Veracruz es una fiesta
•Charlas en el café
•Las horas felices
•El paraíso de los flojos
Por Luis Velázquez
Es un café limpio, muy limpio. Y apenas se entra al restaurante y camina un paso todo huele a café. Y es un café acogedor y demócrata, porque aquí los meseros tratan al cliente más sencillo...
Luis Velázquez
del mundo como a un presidente de la república y al presidente de la república como al ciudadano más común de todos, aquellos, por ejemplo, que dejan de propina de 5 a 10 pesos… por más grande que sea la cuenta.
Allí, en el café, se han pasado las horas más felices. Y es que, además, cada mesero tiene un montón de historias deseosos de contarlas a los cafetómanos que le abran un espacio.
Desde las 7 de la mañana, el café abre las puertas. Y lo primero que se advierte es un foro de meseros debatiendo ya las noticias del día que han leído desde temprano, quizá las aventuras de la noche anterior, acaso viejas historias que actualizan y cuentan entre ellos.
Luego, poco a poco se van desperdigando conforme llegan los clientes, algunos de los cuales, incluso, esperan en la puerta 5, 10 minutos antes de abrirse, y otros han agarrado tanta confianza que de plano entran al café por la puerta de los meseros y quizá habrá quienes agarran la cafetera y ellos mismos se sirven el primer lechero.
Un cliente dice que el café es “el paraíso de los flojos”, pues, como tantos otros suele llegar al mediodía, la hora laboral por excelencia.
Sabe, sin embargo, está consciente que aquí ante el lechero y la canilla suelen arreglarse los pendientes sociales más conflictivos del momento, y además, como “La bamba”, “con un poquito de gracia y otras cositas”.
Un mesero, dice, por ejemplo, y quien es casado, que su corazón andaba alborotado con una compañera de trabajo menor de treinta años, y como la relación era un largo y extenso camino de espinas y cardos, la solución salomónica vino del cielo y un día sufrió un accidente en su moto y nunca la chica lo visitó en el hospital y advirtió que de plano ningún cariño, afecto, amor, le tenía, y mejor terminó con ella.

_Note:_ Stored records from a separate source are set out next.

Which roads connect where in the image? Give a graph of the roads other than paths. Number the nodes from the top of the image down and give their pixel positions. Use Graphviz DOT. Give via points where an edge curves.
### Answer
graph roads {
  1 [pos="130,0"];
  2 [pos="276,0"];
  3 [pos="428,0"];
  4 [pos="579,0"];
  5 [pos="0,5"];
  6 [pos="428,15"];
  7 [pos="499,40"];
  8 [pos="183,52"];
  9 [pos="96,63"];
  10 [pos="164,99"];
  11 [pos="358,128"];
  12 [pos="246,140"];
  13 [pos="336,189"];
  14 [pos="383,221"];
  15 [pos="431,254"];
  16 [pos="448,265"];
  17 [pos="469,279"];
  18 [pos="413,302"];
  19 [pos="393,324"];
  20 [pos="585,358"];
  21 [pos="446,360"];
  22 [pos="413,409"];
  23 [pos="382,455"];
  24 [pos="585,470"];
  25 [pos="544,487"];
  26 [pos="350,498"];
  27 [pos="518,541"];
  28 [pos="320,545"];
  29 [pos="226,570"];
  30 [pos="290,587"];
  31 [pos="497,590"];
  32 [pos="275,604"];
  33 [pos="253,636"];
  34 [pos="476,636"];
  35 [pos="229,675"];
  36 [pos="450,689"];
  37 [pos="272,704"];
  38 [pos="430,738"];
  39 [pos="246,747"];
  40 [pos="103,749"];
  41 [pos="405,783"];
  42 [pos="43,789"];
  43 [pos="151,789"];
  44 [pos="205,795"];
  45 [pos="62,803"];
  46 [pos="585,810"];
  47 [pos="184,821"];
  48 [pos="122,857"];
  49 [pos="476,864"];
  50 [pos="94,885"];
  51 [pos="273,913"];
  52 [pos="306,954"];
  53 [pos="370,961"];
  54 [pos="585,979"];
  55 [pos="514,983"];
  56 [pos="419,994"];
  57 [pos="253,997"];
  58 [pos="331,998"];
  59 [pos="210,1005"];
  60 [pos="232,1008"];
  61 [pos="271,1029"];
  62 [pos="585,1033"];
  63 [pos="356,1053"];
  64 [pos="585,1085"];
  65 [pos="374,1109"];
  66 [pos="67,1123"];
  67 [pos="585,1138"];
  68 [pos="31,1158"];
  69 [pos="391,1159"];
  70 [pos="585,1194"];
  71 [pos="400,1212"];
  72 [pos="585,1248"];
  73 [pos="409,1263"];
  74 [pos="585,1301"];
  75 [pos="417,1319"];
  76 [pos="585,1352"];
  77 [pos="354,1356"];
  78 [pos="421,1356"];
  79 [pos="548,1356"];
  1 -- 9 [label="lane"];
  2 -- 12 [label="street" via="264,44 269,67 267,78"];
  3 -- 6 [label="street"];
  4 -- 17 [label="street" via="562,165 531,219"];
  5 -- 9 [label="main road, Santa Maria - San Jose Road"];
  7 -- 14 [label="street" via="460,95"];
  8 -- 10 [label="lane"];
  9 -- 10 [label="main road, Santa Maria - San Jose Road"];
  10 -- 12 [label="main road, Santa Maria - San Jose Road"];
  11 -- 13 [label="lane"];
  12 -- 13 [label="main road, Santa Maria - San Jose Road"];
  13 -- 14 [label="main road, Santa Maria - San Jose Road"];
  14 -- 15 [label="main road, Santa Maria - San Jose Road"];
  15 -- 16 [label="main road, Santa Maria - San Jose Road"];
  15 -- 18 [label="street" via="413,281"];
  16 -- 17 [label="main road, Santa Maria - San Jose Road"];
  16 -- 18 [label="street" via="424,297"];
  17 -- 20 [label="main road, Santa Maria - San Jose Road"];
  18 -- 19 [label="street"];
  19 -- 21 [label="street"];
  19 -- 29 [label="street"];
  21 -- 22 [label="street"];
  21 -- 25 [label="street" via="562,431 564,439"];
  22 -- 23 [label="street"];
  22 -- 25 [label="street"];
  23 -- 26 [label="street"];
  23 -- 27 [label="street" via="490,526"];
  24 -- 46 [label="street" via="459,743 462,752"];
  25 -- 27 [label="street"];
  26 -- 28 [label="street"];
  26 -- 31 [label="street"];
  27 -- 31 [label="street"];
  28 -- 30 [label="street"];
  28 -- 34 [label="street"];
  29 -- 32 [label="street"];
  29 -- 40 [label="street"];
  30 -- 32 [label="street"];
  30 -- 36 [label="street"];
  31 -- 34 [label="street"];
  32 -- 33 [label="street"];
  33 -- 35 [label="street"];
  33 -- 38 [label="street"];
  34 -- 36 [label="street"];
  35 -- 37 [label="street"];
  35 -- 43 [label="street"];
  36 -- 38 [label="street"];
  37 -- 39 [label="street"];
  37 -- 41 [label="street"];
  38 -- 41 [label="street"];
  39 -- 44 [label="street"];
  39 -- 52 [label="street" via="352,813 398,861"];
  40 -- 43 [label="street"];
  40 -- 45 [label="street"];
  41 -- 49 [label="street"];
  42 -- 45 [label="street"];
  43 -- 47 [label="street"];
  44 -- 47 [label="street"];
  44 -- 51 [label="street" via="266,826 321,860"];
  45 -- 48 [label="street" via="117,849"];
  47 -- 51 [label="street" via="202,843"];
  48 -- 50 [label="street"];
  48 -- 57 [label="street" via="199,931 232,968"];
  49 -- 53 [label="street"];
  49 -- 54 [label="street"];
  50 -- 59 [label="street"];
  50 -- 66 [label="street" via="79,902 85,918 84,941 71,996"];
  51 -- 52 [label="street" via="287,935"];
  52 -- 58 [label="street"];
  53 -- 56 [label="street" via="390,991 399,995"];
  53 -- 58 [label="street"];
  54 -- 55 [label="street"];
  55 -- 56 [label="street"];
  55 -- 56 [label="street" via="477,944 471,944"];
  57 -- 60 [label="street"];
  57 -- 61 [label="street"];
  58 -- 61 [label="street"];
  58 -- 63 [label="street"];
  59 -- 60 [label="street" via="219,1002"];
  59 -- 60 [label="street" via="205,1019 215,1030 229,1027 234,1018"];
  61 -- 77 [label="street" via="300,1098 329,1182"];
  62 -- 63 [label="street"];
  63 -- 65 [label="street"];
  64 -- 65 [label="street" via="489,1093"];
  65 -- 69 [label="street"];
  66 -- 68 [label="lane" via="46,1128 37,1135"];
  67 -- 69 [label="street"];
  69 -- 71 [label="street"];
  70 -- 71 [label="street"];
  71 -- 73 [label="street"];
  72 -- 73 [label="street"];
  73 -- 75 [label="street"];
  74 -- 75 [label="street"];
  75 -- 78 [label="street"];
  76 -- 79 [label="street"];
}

Otro mesero anunció a la mitad de los clientes que se casaría. Y Mario Tejeda Tejeda le garantizó una vaca de regalo “y si la quieres, hasta en barbacoa te la mando”.
--¿Seguro?
--Seguro, hijo, le dice el priista.
Y meses después cuando se había casado y nunca llegado la vaca en barbacoa, el priista se justificó de la siguiente manera:
--A tu vaca le picó una víbora y se murió, perdóname.
Pero así como los meseros son felices en el café también los clientes.
Hay un cliente, por ejemplo, que llega con una libreta escolar, pide un lechero y se pone a escribir sus cosas. Y sin levantar la mirada para mirar alrededor, igual, igualito como hacía Julio Cortázar en un café de París y el café se le enfriaba y pedía que lo calentaran y otra vez volvía a enfriarse porque sus cuentos le agarraban y eran mucho más importantes.
Hasta donde sabe si se sabe bien, el cliente de la libretita en la mesa escribe poemas. Y conforme escribe, el mesero mide su estado de ánimo.
Por ejemplo, si la mañana o la tarde es lluviosa y fría, entonces el poema también es frío y lluvioso y entonces pide un café negro, dice, para estar a tono con su narrativa.
Pero si el poema es incendiario, entonces, su cuerpo entra en calor y pide un helado.
Y si en el poema pelean el bien y el mal, Dios y Luzbel, entonces, el mesero ni se acerca temeroso de la cólera en los ojos y el montón de arrugas en la cara del escritor.
Y si en el poema describe, por ejemplo, a unos amigos en la cantina entonces pide una cerveza bien fría porque le entra mucha sed.
Incluso, el escritor aquel se ha vuelto un espectáculo en el café por tantos estados de ánimo que suele manifestar durante la hora y media que permanece sentado en una mesa del fondo, de espaldas a la pared, y desde donde puede dominar las entradas y salidas de los clientes.
Hay días en el café cuando “el peso de la vida se hace demasiado abrumador” (Albert Camus en El Verano) y entonces nada mejor como mirar y admirar en silencio al poeta aquel que siempre está solitario en su mesa y ni siquiera tiene ojos para mirar a la chica recién llegada y que suele anunciarse por el ruido de su taconeo.
Así es la vida “en el paraíso de los flojos”.